Ali proceeded to spend the entire next three minutes essentially standing in place and punching, with Dundee continuously screaming, “Stay there!” Watching it was to witness the very best in the lineage of boxing history filtered through one man. Ali’s admitted influences had always been apparent: Gene Tunney’s timing and ability to gauge range; Ray Robinson’s hand speed and lancing jabs; Willle Pep’s incomparable evasiveness and defense. Then in the final minute of the concluding 12th Ali put it — and them — all together in spectacular fashion, landing upwards of 40 times in those 60 seconds with a furious medley of flat-footed combinations.

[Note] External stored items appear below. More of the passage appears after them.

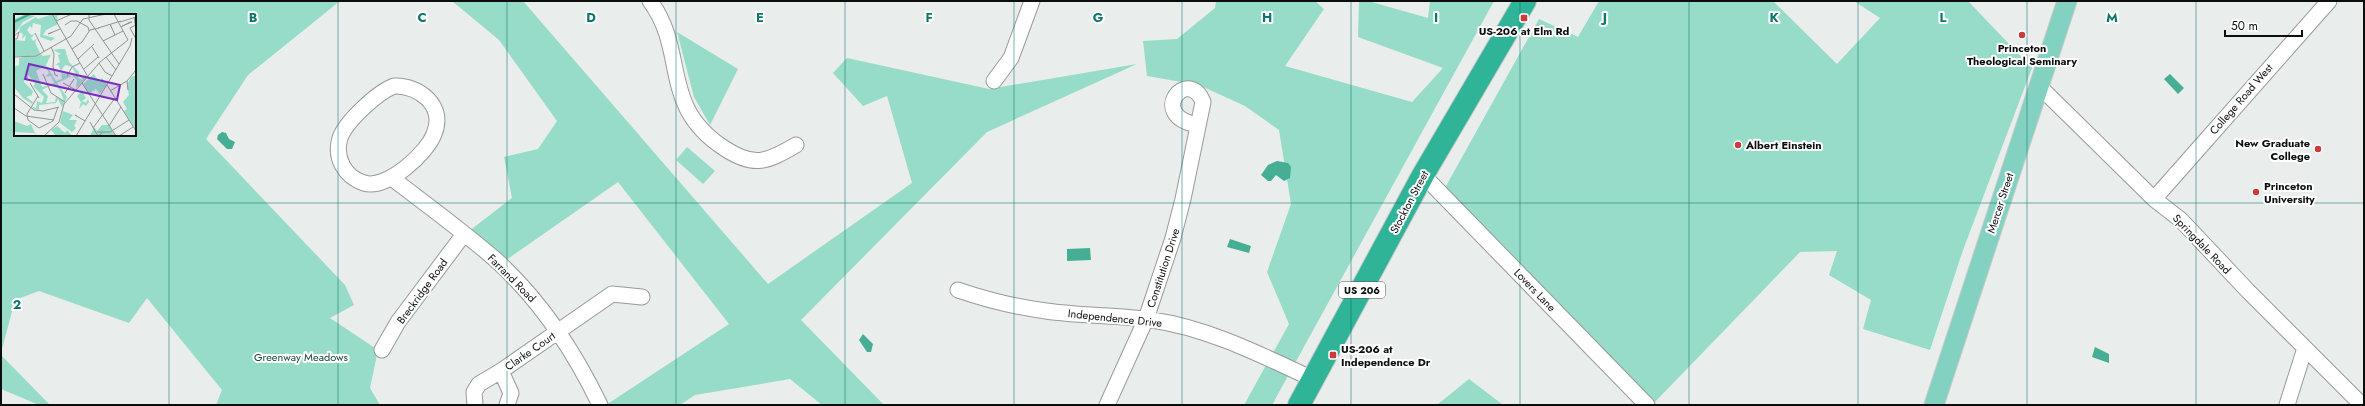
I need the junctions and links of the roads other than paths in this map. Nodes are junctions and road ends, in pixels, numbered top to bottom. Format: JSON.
{"nodes":[{"id":1,"x":650,"y":1,"type":"edge"},
{"id":2,"x":1032,"y":1,"type":"edge"},
{"id":3,"x":1524,"y":1,"type":"edge"},
{"id":4,"x":2067,"y":1,"type":"edge"},
{"id":5,"x":2329,"y":1,"type":"edge"},
{"id":6,"x":994,"y":81,"type":"dead end"},
{"id":7,"x":2039,"y":86,"type":"junction"},
{"id":8,"x":1198,"y":125,"type":"dead end"},
{"id":9,"x":796,"y":145,"type":"dead end"},
{"id":10,"x":1423,"y":175,"type":"junction"},
{"id":11,"x":393,"y":179,"type":"junction"},
{"id":12,"x":2154,"y":199,"type":"junction"},
{"id":13,"x":464,"y":234,"type":"junction"},
{"id":14,"x":958,"y":290,"type":"dead end"},
{"id":15,"x":642,"y":297,"type":"dead end"},
{"id":16,"x":1146,"y":319,"type":"junction"},
{"id":17,"x":558,"y":331,"type":"junction"},
{"id":18,"x":2305,"y":348,"type":"junction"},
{"id":19,"x":382,"y":350,"type":"dead end"},
{"id":20,"x":501,"y":371,"type":"junction"},
{"id":21,"x":1313,"y":379,"type":"junction"},
{"id":22,"x":475,"y":405,"type":"edge"},
{"id":23,"x":507,"y":405,"type":"edge"},
{"id":24,"x":600,"y":405,"type":"edge"},
{"id":25,"x":1106,"y":405,"type":"edge"},
{"id":26,"x":1299,"y":405,"type":"edge"},
{"id":27,"x":1647,"y":405,"type":"edge"},
{"id":28,"x":1934,"y":405,"type":"edge"},
{"id":29,"x":2287,"y":405,"type":"edge"},
{"id":30,"x":2362,"y":405,"type":"edge"}],
"edges":[{"from":1,"to":9,"type":"street"},
{"from":2,"to":6,"type":"street"},
{"from":3,"to":10,"type":"highway","name":"Stockton Street","number":"US 206"},
{"from":4,"to":7,"type":"main road","name":"Mercer Street"},
{"from":5,"to":12,"type":"street","name":"College Road West"},
{"from":7,"to":12,"type":"street","name":"Springdale Road"},
{"from":7,"to":28,"type":"main road","name":"Mercer Street"},
{"from":8,"to":16,"type":"street","name":"Constitution Drive"},
{"from":10,"to":21,"type":"highway","name":"Stockton Street","number":"US 206"},
{"from":10,"to":27,"type":"street","name":"Lovers Lane"},
{"from":11,"to":11,"type":"street"},
{"from":11,"to":13,"type":"street","name":"Farrand Road"},
{"from":12,"to":18,"type":"street","name":"Springdale Road"},
{"from":13,"to":17,"type":"street","name":"Farrand Road"},
{"from":13,"to":19,"type":"street","name":"Breckridge Road"},
{"from":14,"to":16,"type":"street","name":"Independence Drive"},
{"from":15,"to":17,"type":"street","name":"Clarke Court"},
{"from":16,"to":21,"type":"street","name":"Independence Drive"},
{"from":16,"to":25,"type":"street","name":"Constitution Drive"},
{"from":17,"to":20,"type":"street","name":"Clarke Court"},
{"from":17,"to":24,"type":"street","name":"Farrand Road"},
{"from":18,"to":29,"type":"street"},
{"from":18,"to":30,"type":"street","name":"Springdale Road"},
{"from":20,"to":22,"type":"street","name":"Clarke Court"},
{"from":20,"to":23,"type":"street","name":"Clarke Court"},
{"from":21,"to":26,"type":"highway","name":"Stockton Street","number":"US 206"}]}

Styles make fights, Dundee was always fond of saying, and his guy that night sculpted a new one out of the gifts of the gene pool, all that he had learned, and his genius for improvisation. Long after he named himself “the greatest,” Ali had gone one better, and had become the consummate journeyman. It was a vision of pure will and eclectic combativeness, physicality and prowess honed to a singular moment, without an ounce of awkwardness, and breathtaking in its precision. From what I could see, it even rhymed.